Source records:
______________________________
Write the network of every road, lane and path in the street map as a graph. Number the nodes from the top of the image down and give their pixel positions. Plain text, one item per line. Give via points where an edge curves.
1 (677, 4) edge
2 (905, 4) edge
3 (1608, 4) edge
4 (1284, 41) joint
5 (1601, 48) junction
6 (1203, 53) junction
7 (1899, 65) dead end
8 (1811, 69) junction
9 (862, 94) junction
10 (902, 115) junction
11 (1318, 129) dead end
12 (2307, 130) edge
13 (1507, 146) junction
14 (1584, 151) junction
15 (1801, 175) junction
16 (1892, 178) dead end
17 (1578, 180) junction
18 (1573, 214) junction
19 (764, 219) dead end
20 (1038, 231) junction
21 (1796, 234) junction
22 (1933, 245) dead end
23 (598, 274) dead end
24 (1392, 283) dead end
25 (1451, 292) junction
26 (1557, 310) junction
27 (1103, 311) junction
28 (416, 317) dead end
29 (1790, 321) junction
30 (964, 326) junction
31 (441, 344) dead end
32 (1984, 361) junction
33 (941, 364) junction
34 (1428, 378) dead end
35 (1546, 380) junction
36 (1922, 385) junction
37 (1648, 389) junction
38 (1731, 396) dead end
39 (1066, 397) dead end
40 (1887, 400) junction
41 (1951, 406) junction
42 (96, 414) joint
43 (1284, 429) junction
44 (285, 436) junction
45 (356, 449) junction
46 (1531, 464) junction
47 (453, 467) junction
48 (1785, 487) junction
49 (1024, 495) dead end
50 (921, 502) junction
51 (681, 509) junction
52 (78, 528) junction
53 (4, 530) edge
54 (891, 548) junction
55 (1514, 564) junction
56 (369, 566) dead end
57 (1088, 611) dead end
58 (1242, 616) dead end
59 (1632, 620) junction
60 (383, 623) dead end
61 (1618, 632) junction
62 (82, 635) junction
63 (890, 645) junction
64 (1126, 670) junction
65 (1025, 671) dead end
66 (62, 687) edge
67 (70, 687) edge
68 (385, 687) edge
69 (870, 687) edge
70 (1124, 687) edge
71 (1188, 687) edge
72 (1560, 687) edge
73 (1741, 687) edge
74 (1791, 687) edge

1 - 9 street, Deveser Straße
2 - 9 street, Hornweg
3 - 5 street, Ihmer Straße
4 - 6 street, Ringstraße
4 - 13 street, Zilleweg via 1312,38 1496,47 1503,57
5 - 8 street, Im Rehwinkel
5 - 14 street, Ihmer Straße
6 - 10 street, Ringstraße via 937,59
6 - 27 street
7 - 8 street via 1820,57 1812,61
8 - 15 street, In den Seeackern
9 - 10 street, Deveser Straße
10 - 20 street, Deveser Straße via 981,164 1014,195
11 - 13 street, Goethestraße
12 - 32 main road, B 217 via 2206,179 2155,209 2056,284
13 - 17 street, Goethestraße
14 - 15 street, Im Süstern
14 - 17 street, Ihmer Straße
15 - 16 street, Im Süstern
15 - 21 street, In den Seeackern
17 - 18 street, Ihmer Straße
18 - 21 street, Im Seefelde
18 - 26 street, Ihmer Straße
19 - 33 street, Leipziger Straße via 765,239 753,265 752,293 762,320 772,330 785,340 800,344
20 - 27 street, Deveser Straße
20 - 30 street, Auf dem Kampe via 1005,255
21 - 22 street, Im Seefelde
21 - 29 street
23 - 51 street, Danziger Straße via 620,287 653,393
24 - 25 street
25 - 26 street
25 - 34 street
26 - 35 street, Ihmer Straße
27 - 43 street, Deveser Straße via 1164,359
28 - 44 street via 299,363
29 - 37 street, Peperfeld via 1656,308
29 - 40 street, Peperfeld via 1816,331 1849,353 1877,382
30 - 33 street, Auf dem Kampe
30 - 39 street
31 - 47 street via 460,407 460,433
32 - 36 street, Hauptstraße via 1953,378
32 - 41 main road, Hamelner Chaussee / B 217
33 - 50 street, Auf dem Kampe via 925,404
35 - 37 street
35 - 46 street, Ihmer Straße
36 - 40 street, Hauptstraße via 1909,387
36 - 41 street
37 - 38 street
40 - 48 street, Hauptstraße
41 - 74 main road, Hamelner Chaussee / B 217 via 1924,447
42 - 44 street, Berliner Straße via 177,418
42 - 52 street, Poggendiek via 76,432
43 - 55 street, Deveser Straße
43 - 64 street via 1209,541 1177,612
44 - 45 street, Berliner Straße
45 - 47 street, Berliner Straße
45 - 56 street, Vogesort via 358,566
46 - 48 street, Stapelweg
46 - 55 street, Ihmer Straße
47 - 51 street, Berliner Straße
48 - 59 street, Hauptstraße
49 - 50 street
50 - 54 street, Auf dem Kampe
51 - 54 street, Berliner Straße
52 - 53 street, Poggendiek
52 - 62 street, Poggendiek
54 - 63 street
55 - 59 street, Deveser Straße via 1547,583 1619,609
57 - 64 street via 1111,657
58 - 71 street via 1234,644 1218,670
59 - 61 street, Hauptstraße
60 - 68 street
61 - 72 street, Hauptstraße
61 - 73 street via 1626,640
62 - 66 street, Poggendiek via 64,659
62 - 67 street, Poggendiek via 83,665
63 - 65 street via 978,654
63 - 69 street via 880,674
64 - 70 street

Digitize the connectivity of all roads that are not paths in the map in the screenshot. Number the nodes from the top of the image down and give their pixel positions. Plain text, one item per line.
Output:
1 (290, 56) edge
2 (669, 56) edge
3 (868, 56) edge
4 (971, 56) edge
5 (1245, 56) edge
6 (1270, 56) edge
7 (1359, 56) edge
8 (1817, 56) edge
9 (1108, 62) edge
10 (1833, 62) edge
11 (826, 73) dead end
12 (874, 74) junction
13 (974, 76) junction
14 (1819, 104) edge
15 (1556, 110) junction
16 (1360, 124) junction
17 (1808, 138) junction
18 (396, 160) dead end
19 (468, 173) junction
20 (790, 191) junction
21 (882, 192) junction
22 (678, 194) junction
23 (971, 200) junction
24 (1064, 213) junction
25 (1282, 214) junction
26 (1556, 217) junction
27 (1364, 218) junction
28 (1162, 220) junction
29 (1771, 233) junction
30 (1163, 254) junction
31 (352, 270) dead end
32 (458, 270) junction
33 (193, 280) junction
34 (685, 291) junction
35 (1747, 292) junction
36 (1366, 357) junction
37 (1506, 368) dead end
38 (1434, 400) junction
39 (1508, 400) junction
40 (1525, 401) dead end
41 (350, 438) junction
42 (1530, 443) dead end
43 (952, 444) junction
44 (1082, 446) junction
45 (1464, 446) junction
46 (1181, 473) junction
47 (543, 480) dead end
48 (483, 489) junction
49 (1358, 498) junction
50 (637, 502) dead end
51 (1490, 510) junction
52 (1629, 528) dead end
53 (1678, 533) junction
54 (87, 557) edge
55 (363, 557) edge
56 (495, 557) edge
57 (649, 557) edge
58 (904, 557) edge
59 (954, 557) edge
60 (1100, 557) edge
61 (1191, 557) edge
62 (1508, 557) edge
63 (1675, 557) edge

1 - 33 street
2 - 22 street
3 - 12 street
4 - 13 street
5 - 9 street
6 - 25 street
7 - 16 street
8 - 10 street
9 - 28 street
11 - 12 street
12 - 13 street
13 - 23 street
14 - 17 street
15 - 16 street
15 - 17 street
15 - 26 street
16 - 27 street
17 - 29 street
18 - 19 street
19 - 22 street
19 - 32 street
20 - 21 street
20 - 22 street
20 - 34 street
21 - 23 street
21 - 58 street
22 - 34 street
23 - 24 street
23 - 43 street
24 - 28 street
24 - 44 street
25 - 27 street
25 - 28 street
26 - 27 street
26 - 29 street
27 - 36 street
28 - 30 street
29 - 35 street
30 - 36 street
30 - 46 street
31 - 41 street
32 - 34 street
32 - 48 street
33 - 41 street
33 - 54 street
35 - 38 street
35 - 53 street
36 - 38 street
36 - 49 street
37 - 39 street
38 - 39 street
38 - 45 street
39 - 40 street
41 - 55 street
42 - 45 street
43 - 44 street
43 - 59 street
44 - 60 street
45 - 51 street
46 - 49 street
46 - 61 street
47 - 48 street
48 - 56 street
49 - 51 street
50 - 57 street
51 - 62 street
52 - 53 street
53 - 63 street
______________________________
_TRY IT_: Please go through the data above and copy every line that has the word "from".

_ANSWER BELOW_:
Write the network of every road, lane and path in the street map as a graph. Number the nodes from the top of the image down and give their pixel positions. Plain text, one item per line. Give via points where an edge curves.
Digitize the connectivity of all roads that are not paths in the map in the screenshot. Number the nodes from the top of the image down and give their pixel positions. Plain text, one item per line.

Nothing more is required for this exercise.